My question is: What are some own designs that i can create to filter out some ions ($\ce{Ca^{2+}}$, $\ce{Pb^{2+}}$, $\ce{Ba^{2+}}$, $\ce{Zn^{2+}}$, $\ce{SO4^{2-}}$, $\ce{PO4^{3-}}$, $\ce{Cl-}$, and $\ce{OH-}$). Or do those filters actually filter any of those ions?

• What do you need your final product to be? You can always distill to get pure water or use a dialysis bag to get the ions out. Jan 17 '17 at 6:24
• There are different kinds of Britta filters. See brita.com/why-brita/what-we-filter
– MaxW
Jan 17 '17 at 6:55
• You can't filter out $\ce{OH-}$. If you filter out one of them, more shall come to take its place.
– DHMO
Jan 17 '17 at 12:37

Cations and anions of water-soluble salts cannot be removed from water using only mechanical filters (which rely on particle size) such as coffee filters.

In order to remove such ions, ion exchange resins can be used. These resins consist of an insoluble matrix, e.g. polystyrene that is crosslinked with divinylbenzene to vary the porosity of the resin. To convert the resin into an ion exchanger, the polymer structure is functionalized with many functional groups. Typical functional groups are

• sulfonate ($\ce{R-SO3-}$) for strong acid cation exchange resins,
• quarternary ammonium (e.g. $\ce{R-N(CH3)3+}$) for strong base anion exchange resins
• tertiary amine (e.g. $\ce{R-N(CH3)2}$) for weak base anion exchange resins

The counterion of new cation exchange resins used for water treatment is usually $\ce{H+}$ or $\ce{Na+}$ (other forms can be used for special applications, e.g. $\ce{Li+}$ in pressurized water reactors), i.e. $\ce{R-SO3- H+}$ or $\ce{R-SO3- Na+}$. These counterions can be replaced by another cation from the water. Thus, a cation exchange resin can remove various cations from the water and replace them with an equivalent amount of $\ce{H+}$ and $\ce{Na+}$, respectively, e.g. $$\ce{2 (R-SO3- H+) + Ca^2+ <=> (2 R-SO3- Ca^2+) + 2 H+}$$

The counterion of new anion exchange resins is usually $\ce{OH-}$ or $\ce{Cl-}$. Thus, an anion exchange resin can remove various anions from the water and replace them with an equivalent amount of $\ce{OH-}$ and $\ce{Cl-}$, respectively.

In order to remove both kinds of ions, the water has to be passed through a cation exchanger and through an anion exchanger. Alternatively, a mixed-bed ion exchanger (which contains cation exchange resins and anion exchange resins) can be used. They are even more effective but cannot be easily regenerated.
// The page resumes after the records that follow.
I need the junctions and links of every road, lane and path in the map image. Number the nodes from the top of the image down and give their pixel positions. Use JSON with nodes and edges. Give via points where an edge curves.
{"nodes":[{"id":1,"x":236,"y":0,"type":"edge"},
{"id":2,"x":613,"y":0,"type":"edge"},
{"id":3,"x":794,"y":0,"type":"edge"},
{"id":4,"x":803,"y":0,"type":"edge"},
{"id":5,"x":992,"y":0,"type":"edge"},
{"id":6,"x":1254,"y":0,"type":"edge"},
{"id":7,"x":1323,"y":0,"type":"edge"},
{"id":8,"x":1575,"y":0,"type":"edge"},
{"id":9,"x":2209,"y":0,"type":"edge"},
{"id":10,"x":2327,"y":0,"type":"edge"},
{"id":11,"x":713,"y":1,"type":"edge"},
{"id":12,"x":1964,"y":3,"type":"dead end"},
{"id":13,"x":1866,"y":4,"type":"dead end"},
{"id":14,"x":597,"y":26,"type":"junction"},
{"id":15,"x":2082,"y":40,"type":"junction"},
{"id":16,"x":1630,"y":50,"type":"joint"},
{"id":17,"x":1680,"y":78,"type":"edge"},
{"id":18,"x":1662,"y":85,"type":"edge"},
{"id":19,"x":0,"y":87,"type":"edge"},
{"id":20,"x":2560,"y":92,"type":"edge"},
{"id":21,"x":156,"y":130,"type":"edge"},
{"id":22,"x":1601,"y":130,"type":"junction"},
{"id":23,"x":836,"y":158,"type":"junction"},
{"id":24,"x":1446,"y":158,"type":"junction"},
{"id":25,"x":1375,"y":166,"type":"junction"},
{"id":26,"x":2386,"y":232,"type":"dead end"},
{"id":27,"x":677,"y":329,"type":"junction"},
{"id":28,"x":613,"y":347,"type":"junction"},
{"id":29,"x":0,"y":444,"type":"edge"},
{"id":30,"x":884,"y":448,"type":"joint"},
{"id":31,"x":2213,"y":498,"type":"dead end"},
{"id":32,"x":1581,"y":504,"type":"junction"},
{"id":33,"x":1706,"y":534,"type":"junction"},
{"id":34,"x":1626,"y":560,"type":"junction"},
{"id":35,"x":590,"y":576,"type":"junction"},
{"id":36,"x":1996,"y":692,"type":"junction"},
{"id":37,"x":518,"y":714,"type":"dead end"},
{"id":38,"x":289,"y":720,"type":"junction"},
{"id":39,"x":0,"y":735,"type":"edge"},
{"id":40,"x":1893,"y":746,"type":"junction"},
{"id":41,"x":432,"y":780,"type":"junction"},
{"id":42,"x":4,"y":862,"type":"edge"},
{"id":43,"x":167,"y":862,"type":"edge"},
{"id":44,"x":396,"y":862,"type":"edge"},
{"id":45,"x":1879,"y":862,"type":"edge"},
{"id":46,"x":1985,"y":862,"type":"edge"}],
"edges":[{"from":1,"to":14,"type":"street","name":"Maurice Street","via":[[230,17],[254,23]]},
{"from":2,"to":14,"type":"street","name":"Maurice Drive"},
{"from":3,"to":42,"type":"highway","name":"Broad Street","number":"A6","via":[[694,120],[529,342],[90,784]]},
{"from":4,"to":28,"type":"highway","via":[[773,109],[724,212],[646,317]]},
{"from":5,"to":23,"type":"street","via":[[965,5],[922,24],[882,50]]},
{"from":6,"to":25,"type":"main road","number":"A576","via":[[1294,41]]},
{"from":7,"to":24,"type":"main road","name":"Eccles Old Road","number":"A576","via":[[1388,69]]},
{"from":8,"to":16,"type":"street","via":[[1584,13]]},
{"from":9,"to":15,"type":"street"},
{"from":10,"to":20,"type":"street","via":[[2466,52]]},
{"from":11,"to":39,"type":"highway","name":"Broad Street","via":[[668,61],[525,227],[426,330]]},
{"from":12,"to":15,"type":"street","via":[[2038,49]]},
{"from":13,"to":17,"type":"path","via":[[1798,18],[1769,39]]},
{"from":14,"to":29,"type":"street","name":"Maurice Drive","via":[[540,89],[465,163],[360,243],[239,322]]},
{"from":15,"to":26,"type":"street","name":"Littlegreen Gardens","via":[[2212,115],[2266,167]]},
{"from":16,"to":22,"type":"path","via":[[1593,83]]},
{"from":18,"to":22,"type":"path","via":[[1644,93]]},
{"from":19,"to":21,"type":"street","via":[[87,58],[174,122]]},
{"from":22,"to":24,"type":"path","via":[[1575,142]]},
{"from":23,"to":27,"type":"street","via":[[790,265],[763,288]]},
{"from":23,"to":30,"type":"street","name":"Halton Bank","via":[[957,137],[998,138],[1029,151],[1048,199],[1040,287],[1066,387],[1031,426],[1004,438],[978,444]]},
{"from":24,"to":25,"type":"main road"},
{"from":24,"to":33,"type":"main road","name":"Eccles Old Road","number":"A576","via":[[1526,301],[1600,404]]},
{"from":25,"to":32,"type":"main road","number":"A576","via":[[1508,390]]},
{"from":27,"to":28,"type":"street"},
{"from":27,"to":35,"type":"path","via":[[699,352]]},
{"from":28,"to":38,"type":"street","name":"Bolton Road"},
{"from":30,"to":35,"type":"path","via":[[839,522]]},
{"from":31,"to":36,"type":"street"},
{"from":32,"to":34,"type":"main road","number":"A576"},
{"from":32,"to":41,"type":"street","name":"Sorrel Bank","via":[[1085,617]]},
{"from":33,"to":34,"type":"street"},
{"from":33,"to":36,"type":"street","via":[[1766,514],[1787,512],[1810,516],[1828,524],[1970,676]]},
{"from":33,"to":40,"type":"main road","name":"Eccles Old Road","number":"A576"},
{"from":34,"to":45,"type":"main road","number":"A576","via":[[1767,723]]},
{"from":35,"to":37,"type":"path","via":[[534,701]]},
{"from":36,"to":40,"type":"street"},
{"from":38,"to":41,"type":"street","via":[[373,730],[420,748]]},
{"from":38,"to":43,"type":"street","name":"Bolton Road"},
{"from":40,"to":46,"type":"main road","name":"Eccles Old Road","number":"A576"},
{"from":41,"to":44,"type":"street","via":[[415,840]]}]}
Typical Brita water filter cartridges contain ion exchange resin beads to remove undesired ions and activated carbon to absorb other undesired compounds.

You may consider getting a hold of an ion-exchange resin of some kind. These actually replace ions in the filtered sample, e.g. $\ce{Ca^{+2}}$, with another (more innocuous) ion, e.g. $\ce{Na+}$.

I used to do a lot of research on an IMLIG (immobilized ligand) material (basically organic polymer strands stuck on silica gel) called Octolig that removed anions (phosphate, nitrate, fluoride, arsenate, etc.) and heavy metals from water.

Also look up solubility rules for your selected ions and try to find a counter-ion that will form an insoluble salt. You could treat your sample with another salt and precipitate out the unwanted ions physically. e.g. to remove $\ce{Cl-}$, you could add a lead or silver salt.

FYI a coffee filter will be essentially useless for removing aqueous ions. It's much more suitable for capturing solid particles. The pores are much larger than the ions and basically made of paper that doesn't have any substantial ionic interaction.